Post  Mon, Jan 27 2020, 12:37 pm
Last night was my daughter's high school production. The girls worked their tails off all year for this night. Costumes were ready. Set was set. Hall with a stage was ready. Lights went down... and the cell phone flashlights went on. The the snack bags started opening. Then the chips started crunching. Someone near me decided to indulge in the vinegar chips - that smell went along spectacularly with the dinner someone else brought. There was plenty of time to have dinner before coming. Snacks can wait for after. There was no reason to bring the loudest snack bags you could find, with the crunchiest contents. People around me chatted, not whispered - non stop. People coming and going in the middle of a scene. I can not tell you how many people were on their phones scrolling away. I was THAT person who shushed and asked people to shut off their flashlights.

The weird thing is, I have been to the school production many times and this was the first time I had this experience. I was seated towards the back this year - maybe it was the unofficial bleachers? The women doing the talking did not look familiar, so I am assuming they are regular community members who came for a nice night out - maybe they had no stake in the game and therefor had no issue chatting away?

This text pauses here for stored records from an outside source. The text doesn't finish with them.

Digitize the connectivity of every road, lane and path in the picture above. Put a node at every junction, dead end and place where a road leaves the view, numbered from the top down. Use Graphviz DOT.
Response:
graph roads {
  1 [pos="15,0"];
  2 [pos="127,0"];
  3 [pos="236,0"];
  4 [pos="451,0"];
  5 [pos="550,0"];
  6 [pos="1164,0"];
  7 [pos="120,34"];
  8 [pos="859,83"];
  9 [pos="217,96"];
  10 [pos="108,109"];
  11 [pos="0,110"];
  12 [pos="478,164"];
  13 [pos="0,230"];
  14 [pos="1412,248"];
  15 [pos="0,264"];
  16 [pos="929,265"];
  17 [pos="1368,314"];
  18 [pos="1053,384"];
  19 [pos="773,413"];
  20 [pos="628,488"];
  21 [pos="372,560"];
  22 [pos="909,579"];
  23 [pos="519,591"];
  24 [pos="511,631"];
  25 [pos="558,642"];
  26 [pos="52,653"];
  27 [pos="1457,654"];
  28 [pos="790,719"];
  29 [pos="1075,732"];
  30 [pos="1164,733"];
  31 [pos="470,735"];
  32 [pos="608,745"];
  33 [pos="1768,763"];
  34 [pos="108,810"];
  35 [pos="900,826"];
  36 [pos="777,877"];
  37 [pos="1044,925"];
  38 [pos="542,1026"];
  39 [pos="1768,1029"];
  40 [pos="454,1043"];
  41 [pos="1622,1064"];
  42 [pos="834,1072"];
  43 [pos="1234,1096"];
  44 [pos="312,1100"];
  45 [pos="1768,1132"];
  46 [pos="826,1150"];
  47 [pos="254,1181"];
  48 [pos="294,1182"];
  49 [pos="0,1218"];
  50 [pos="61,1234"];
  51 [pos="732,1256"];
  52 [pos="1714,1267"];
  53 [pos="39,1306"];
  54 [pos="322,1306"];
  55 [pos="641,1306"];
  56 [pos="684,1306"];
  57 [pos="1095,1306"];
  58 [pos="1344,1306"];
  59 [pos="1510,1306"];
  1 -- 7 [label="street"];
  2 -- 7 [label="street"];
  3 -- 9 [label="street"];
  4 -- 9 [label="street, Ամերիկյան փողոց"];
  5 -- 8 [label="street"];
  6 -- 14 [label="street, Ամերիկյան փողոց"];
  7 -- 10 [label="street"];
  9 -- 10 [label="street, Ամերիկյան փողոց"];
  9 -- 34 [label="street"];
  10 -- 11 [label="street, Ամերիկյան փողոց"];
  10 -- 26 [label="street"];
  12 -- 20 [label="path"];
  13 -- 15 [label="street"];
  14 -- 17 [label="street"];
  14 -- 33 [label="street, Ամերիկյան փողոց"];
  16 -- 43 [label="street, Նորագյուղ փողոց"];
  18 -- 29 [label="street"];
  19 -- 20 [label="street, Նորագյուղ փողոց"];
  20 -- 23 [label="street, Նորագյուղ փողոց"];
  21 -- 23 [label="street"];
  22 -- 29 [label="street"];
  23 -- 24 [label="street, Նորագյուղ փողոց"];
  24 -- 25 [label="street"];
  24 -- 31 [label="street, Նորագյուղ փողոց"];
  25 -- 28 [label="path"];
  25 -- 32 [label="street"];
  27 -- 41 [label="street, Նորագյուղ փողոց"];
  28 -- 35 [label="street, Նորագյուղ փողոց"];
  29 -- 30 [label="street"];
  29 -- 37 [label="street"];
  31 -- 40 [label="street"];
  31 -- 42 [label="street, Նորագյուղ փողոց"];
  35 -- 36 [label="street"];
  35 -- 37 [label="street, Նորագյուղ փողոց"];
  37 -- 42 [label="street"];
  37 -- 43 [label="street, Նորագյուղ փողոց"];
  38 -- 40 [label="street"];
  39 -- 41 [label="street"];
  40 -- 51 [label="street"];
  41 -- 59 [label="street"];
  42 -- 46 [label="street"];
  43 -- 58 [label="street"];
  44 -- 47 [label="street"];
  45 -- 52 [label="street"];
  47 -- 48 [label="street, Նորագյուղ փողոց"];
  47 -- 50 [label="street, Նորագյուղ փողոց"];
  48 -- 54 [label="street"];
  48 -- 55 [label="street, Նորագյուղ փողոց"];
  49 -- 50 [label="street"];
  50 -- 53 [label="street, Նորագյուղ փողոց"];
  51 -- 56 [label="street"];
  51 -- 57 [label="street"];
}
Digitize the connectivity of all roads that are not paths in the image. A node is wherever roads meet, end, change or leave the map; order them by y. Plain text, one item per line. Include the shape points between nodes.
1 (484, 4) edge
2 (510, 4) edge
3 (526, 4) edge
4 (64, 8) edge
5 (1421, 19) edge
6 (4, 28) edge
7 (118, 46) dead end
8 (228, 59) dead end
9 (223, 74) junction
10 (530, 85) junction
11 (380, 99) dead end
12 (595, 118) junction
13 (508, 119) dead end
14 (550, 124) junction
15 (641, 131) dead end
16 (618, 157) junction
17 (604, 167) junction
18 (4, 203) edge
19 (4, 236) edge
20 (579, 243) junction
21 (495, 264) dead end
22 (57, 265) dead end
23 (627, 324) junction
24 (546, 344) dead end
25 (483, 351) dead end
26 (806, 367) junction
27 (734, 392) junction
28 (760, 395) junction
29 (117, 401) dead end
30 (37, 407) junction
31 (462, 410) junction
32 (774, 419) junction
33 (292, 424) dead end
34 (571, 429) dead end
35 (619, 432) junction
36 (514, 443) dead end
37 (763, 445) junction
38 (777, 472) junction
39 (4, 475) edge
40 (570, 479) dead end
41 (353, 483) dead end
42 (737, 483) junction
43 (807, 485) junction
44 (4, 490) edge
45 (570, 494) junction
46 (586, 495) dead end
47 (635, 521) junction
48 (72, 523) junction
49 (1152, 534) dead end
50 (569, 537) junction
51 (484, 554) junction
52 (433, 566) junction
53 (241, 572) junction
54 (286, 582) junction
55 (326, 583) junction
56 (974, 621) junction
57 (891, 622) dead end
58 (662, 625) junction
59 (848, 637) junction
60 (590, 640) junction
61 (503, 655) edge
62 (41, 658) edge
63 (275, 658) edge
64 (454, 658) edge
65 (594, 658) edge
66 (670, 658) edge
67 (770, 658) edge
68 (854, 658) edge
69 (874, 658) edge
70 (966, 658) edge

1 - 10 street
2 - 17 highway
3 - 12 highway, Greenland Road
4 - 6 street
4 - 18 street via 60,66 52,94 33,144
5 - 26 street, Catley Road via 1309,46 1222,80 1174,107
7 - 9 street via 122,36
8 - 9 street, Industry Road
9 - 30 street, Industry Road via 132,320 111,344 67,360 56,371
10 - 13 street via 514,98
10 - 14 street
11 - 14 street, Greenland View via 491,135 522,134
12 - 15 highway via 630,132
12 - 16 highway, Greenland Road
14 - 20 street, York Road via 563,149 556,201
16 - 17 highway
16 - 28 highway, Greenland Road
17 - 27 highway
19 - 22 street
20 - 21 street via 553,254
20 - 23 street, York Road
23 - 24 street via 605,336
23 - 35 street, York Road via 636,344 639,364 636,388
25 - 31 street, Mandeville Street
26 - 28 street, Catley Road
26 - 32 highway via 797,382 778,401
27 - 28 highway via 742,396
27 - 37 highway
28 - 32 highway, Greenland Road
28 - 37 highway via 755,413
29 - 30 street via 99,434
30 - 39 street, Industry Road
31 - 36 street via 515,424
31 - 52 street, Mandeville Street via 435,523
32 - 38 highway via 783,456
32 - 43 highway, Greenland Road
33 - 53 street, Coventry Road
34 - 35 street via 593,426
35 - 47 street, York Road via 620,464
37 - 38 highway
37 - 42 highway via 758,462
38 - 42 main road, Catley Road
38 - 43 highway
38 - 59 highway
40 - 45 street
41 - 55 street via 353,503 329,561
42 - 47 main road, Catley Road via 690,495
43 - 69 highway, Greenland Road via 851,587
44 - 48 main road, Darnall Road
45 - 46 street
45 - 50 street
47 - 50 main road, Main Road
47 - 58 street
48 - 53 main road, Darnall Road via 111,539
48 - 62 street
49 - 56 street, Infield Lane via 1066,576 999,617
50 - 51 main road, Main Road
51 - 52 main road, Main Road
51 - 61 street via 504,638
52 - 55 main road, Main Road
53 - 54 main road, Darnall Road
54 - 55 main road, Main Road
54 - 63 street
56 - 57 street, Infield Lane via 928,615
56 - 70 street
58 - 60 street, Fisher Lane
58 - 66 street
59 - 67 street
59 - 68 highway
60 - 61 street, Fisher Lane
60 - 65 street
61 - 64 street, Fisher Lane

Ladies, please. I beg you. Respect our kids who work so hard to get to this night.

So here is a friendly reminder.

- If you have to eat, excuse yourself to the lobby.
- If your baby needs a diaper change, change him (in the lobby).
- If you want to see the playbill, wait for the scene to end and check it then with the light of your phone. The room is dark and your phone flashlight is blinding and causes a painful glare when its right behind someone.
- Clap for your kid after her solo. Don't scream her name between every scene for shtick - especially seeing as she was in only 2 dances and otherwise off stage.
- Save chit chat for later. If you MUST talk, do it quietly and between scenes.
- Respect our daughters. This is very likely last time they will have in the spotlight before real life starts.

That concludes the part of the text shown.